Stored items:
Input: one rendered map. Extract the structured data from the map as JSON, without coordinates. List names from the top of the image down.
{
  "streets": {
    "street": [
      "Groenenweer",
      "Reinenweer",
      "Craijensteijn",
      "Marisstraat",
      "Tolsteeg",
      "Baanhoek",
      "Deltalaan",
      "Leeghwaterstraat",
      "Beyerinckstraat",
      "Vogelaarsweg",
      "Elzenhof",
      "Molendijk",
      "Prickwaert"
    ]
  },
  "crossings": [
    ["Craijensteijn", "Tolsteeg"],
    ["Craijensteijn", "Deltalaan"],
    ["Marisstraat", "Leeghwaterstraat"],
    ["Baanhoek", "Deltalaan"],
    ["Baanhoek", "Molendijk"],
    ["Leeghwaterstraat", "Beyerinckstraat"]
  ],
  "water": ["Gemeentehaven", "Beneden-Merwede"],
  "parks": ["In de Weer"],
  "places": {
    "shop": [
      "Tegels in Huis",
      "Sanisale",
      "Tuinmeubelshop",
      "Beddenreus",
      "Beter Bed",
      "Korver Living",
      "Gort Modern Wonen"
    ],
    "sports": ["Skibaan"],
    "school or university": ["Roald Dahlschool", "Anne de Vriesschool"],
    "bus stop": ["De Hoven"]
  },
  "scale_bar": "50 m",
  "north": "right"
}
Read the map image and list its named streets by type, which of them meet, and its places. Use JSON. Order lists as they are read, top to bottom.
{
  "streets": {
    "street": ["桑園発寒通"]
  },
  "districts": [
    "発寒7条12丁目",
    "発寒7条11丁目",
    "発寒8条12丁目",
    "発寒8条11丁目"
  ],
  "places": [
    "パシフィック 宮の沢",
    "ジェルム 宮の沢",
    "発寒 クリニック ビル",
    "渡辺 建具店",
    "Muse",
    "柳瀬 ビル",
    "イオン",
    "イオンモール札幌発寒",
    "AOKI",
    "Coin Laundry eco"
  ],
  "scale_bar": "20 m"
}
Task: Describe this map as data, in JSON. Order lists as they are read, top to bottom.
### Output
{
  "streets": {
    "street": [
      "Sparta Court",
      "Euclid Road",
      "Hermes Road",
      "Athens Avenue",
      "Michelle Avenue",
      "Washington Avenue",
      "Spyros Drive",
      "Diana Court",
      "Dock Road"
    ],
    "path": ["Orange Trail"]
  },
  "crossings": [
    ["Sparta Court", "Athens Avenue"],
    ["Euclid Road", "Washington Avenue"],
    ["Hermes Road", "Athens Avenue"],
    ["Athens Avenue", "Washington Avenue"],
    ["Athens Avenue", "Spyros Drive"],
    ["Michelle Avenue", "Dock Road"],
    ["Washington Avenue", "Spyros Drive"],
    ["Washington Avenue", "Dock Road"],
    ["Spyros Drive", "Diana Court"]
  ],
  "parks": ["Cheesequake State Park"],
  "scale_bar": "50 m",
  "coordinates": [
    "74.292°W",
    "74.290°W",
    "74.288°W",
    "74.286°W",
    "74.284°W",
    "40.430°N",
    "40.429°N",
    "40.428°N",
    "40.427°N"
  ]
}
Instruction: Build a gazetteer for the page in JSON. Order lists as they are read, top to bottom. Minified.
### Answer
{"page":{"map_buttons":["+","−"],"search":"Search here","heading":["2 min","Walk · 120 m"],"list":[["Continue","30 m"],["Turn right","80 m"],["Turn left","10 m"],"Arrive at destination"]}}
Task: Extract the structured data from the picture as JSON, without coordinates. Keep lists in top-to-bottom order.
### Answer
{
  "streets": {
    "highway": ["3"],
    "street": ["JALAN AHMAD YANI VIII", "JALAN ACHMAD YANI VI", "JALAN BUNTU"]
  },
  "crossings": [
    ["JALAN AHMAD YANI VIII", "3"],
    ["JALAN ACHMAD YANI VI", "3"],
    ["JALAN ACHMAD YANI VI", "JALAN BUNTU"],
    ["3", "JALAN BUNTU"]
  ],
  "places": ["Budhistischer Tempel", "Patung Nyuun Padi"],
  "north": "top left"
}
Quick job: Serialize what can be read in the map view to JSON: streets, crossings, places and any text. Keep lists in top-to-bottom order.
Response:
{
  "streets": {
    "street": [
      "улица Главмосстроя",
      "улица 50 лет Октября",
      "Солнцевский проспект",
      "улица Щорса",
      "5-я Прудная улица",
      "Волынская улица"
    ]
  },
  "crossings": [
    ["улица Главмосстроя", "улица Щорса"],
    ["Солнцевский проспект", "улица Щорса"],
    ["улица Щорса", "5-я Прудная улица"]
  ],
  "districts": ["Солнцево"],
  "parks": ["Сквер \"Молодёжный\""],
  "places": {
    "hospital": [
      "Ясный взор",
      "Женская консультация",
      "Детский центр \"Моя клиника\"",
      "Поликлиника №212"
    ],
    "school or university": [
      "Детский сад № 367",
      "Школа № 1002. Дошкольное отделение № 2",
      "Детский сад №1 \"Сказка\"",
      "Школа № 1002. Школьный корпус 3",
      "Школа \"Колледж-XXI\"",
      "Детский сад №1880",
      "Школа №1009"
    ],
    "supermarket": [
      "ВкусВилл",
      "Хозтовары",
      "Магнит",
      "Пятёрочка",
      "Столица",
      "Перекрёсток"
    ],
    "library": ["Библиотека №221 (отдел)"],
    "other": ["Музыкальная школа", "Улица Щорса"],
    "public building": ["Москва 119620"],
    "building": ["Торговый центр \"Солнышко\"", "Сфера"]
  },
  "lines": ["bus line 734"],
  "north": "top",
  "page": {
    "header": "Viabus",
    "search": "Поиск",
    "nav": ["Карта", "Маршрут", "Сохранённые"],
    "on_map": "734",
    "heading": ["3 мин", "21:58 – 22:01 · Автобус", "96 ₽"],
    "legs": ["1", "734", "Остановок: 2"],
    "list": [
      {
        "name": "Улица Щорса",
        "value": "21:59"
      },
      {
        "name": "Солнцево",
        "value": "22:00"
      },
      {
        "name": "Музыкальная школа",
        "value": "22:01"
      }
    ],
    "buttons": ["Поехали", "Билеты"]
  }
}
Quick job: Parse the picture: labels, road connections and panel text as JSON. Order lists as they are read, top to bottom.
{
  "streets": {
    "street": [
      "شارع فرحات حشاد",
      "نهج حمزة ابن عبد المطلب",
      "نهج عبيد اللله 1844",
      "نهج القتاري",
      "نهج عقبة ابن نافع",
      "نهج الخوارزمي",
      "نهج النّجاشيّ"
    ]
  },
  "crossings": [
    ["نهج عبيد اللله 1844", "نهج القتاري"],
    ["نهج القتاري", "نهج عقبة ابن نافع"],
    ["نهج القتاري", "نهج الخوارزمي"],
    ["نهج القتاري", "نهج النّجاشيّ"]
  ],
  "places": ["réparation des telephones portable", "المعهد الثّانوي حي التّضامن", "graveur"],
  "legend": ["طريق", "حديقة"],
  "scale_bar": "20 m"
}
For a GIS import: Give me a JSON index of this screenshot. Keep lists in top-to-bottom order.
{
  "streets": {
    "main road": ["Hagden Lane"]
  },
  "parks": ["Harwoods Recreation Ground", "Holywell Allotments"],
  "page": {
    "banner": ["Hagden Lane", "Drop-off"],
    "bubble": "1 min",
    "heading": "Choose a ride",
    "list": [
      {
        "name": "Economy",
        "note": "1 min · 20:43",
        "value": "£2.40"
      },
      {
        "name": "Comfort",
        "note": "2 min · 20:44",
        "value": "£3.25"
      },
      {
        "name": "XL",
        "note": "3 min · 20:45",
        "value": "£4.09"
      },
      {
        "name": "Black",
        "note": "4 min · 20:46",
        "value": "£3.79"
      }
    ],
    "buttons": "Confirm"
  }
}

• **EXERCISE**
From the records above, give again exactly the lines running from the line with "Read the map" to the line with "Task: Describe this", inclusive.

• **PROBLEM SOLUTION**
Read the map image and list its named streets by type, which of them meet, and its places. Use JSON. Order lists as they are read, top to bottom.
{
  "streets": {
    "street": ["桑園発寒通"]
  },
  "districts": [
    "発寒7条12丁目",
    "発寒7条11丁目",
    "発寒8条12丁目",
    "発寒8条11丁目"
  ],
  "places": [
    "パシフィック 宮の沢",
    "ジェルム 宮の沢",
    "発寒 クリニック ビル",
    "渡辺 建具店",
    "Muse",
    "柳瀬 ビル",
    "イオン",
    "イオンモール札幌発寒",
    "AOKI",
    "Coin Laundry eco"
  ],
  "scale_bar": "20 m"
}
Task: Describe this map as data, in JSON. Order lists as they are read, top to bottom.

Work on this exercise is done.